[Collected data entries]
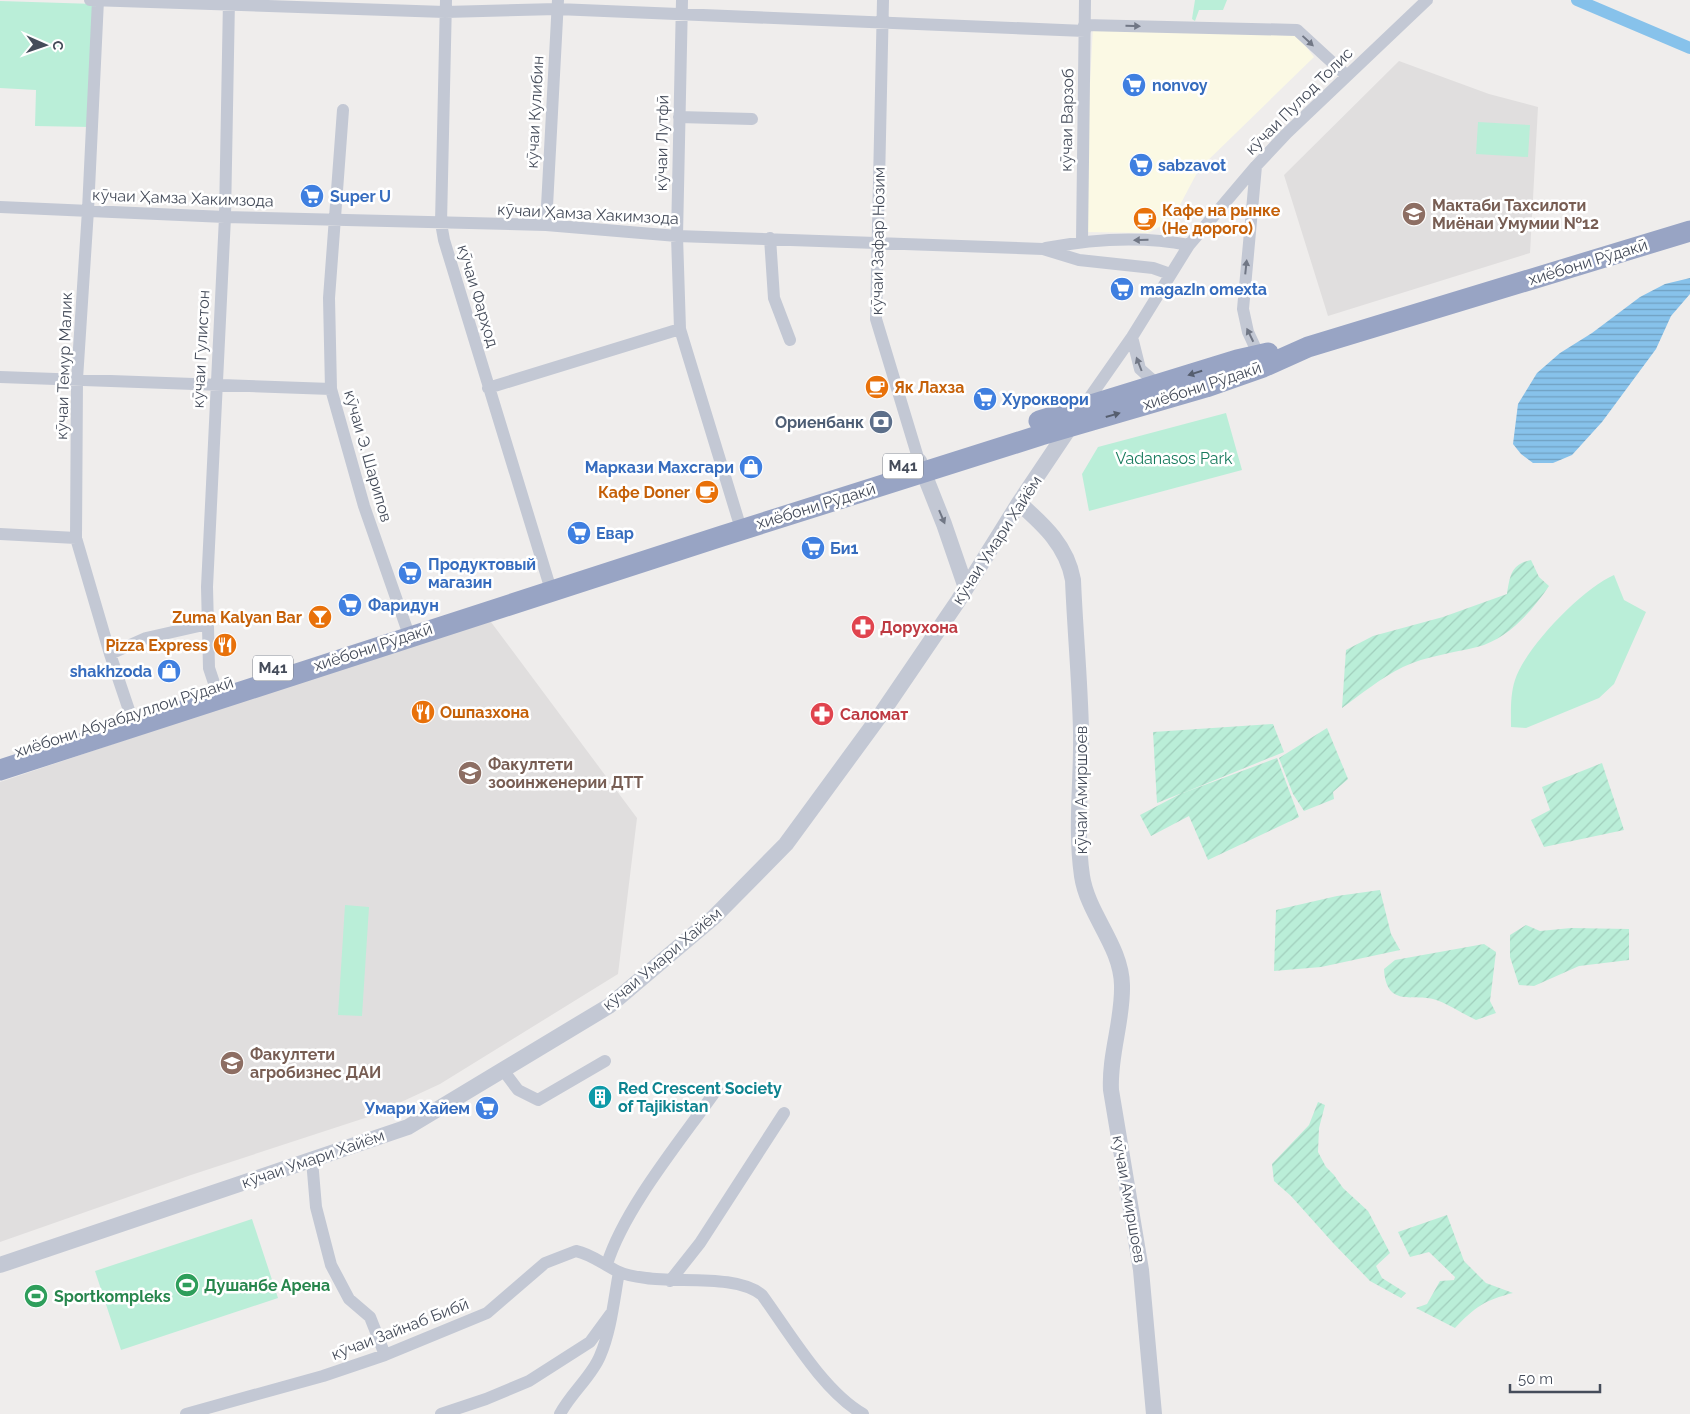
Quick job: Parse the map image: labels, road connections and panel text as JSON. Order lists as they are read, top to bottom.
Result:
{
  "streets": {
    "highway": ["хиёбони Рӯдакӣ", "M41", "хиёбони Абуабдуллои Рӯдакӣ"],
    "street": [
      "кӯчаи Пулод Толис",
      "кӯчаи Кулибин",
      "кӯчаи Варзоб",
      "кӯчаи Лутфӣ",
      "кӯчаи Ҳамза Хакимзода",
      "кӯчаи Зафар Нозим",
      "кӯчаи Фарҳод",
      "кӯчаи Гулистон",
      "кӯчаи Темур Малик",
      "кӯчаи Э. Шарипов",
      "кӯчаи Умари Хайём",
      "кӯчаи Амиршоев",
      "кӯчаи Зайнаб Бибӣ"
    ]
  },
  "crossings": [
    ["кӯчаи Пулод Толис", "кӯчаи Ҳамза Хакимзода"],
    ["кӯчаи Пулод Толис", "кӯчаи Умари Хайём"],
    ["кӯчаи Пулод Толис", "хиёбони Абуабдуллои Рӯдакӣ"],
    ["кӯчаи Кулибин", "кӯчаи Ҳамза Хакимзода"],
    ["кӯчаи Лутфӣ", "кӯчаи Ҳамза Хакимзода"],
    ["кӯчаи Лутфӣ", "хиёбони Абуабдуллои Рӯдакӣ"],
    ["кӯчаи Ҳамза Хакимзода", "кӯчаи Зафар Нозим"],
    ["кӯчаи Ҳамза Хакимзода", "кӯчаи Фарҳод"],
    ["кӯчаи Ҳамза Хакимзода", "кӯчаи Гулистон"],
    ["кӯчаи Ҳамза Хакимзода", "кӯчаи Темур Малик"],
    ["кӯчаи Ҳамза Хакимзода", "кӯчаи Э. Шарипов"],
    ["кӯчаи Зафар Нозим", "хиёбони Рӯдакӣ"],
    ["кӯчаи Зафар Нозим", "кӯчаи Умари Хайём"],
    ["кӯчаи Зафар Нозим", "хиёбони Абуабдуллои Рӯдакӣ"],
    ["хиёбони Рӯдакӣ", "кӯчаи Умари Хайём"],
    ["хиёбони Рӯдакӣ", "хиёбони Абуабдуллои Рӯдакӣ"],
    ["кӯчаи Фарҳод", "хиёбони Абуабдуллои Рӯдакӣ"],
    ["кӯчаи Гулистон", "хиёбони Абуабдуллои Рӯдакӣ"],
    ["кӯчаи Темур Малик", "хиёбони Абуабдуллои Рӯдакӣ"],
    ["кӯчаи Э. Шарипов", "хиёбони Абуабдуллои Рӯдакӣ"],
    ["кӯчаи Умари Хайём", "хиёбони Абуабдуллои Рӯдакӣ"],
    ["кӯчаи Умари Хайём", "кӯчаи Амиршоев"]
  ],
  "parks": ["Vadanasos Park"],
  "places": {
    "supermarket": [
      "nonvoy",
      "sabzavot",
      "Super U",
      "magazIn omexta",
      "Хуроквори",
      "Евар",
      "Би1",
      "Продуктовый магазин",
      "Фаридун",
      "Умари Хайем"
    ],
    "school or university": ["Мактаби Тахсилоти Миёнаи Умумии №12", "Факултети зооинженерии ДТТ", "Факултети агробизнес ДАИ"],
    "cafe": ["Кафе на рынке (Не дорого)", "Як Лахза", "Кафе Doner"],
    "bank": ["Ориенбанк"],
    "shop": ["Маркази Махсгари", "shakhzoda"],
    "bar": ["Zuma Kalyan Bar"],
    "pharmacy": ["Дорухона", "Саломат"],
    "restaurant": ["Pizza Express", "Oшпазхона"],
    "building": ["Red Crescent Society of Tajikistan"],
    "sports": ["Душанбе Арена", "Sportkompleks"]
  },
  "scale_bar": "50 m",
  "north": "right"
}
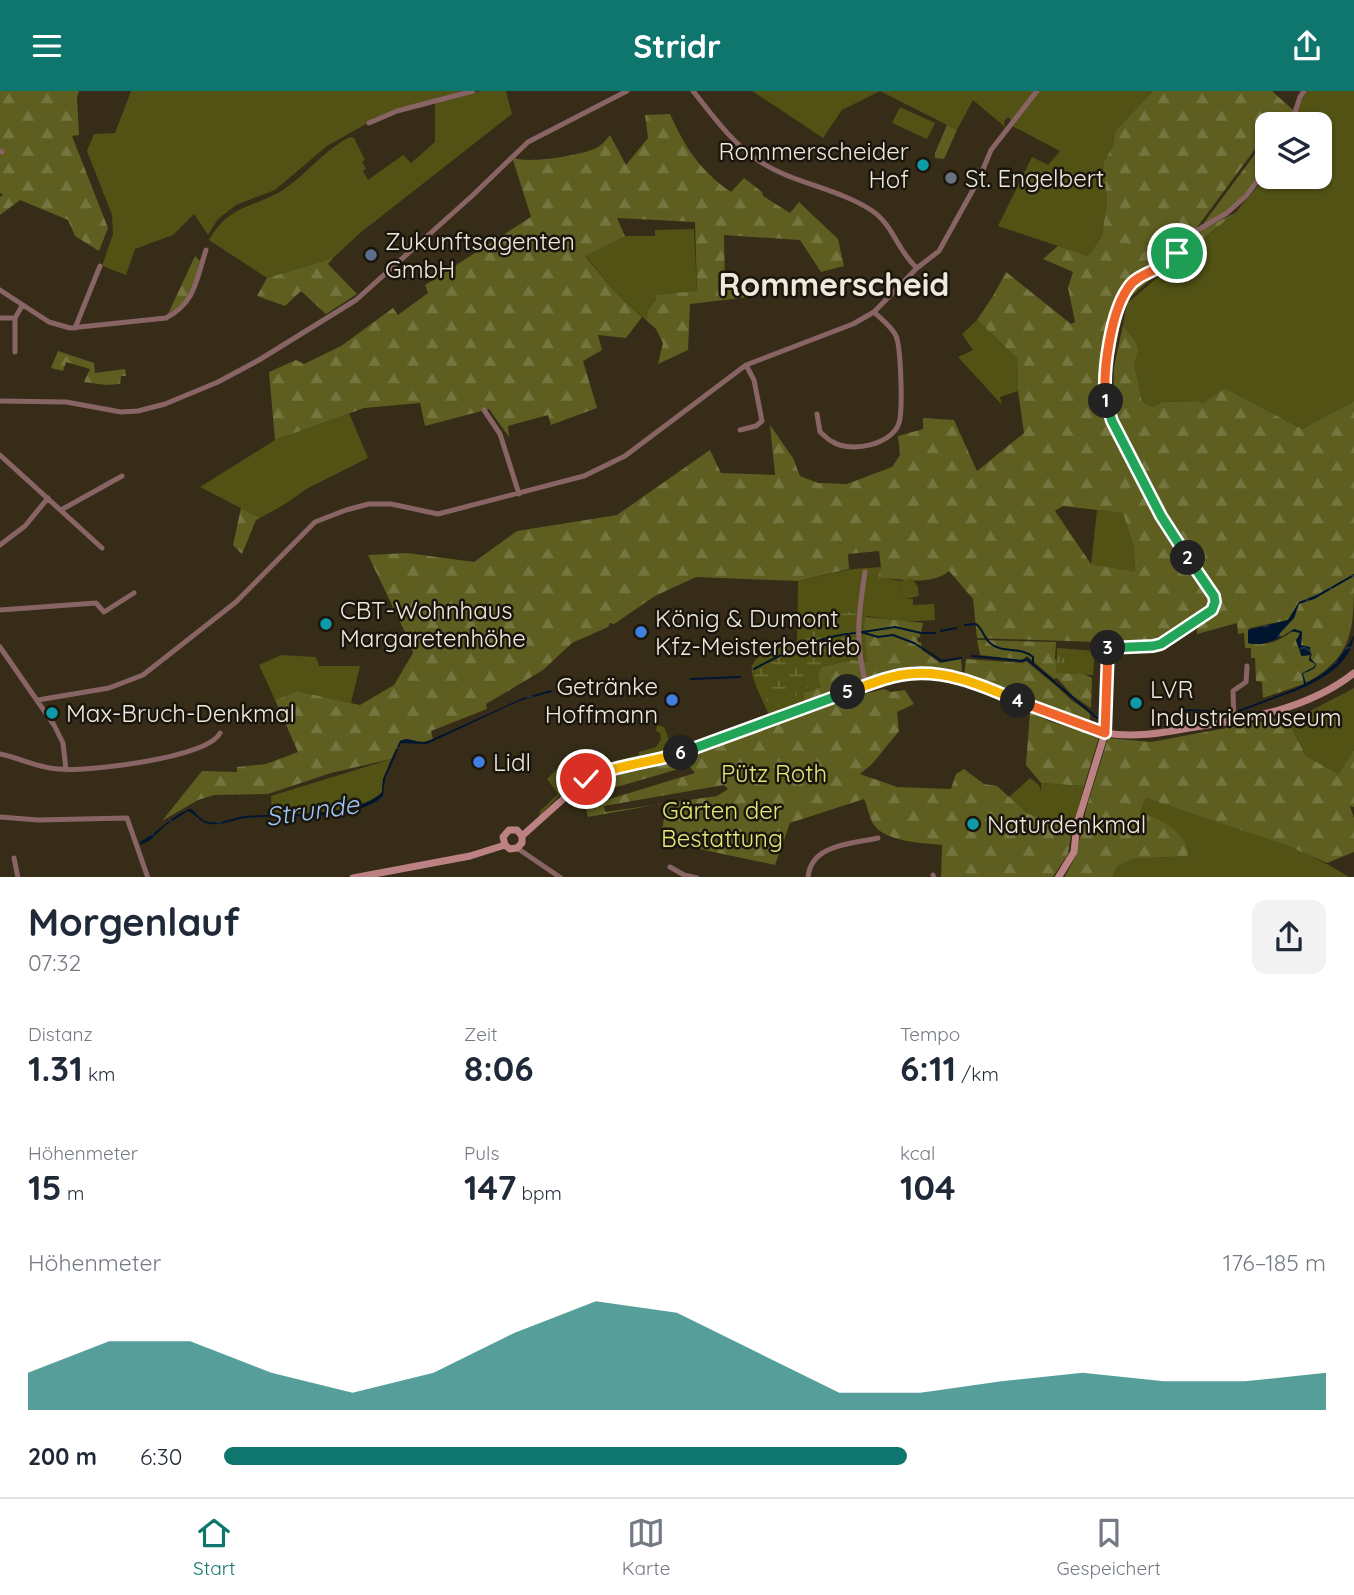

## ASSIGNED TASK
Give only the number of lines in the data that hold the word "Ҳамза".

## THE COMPLETED TASK
9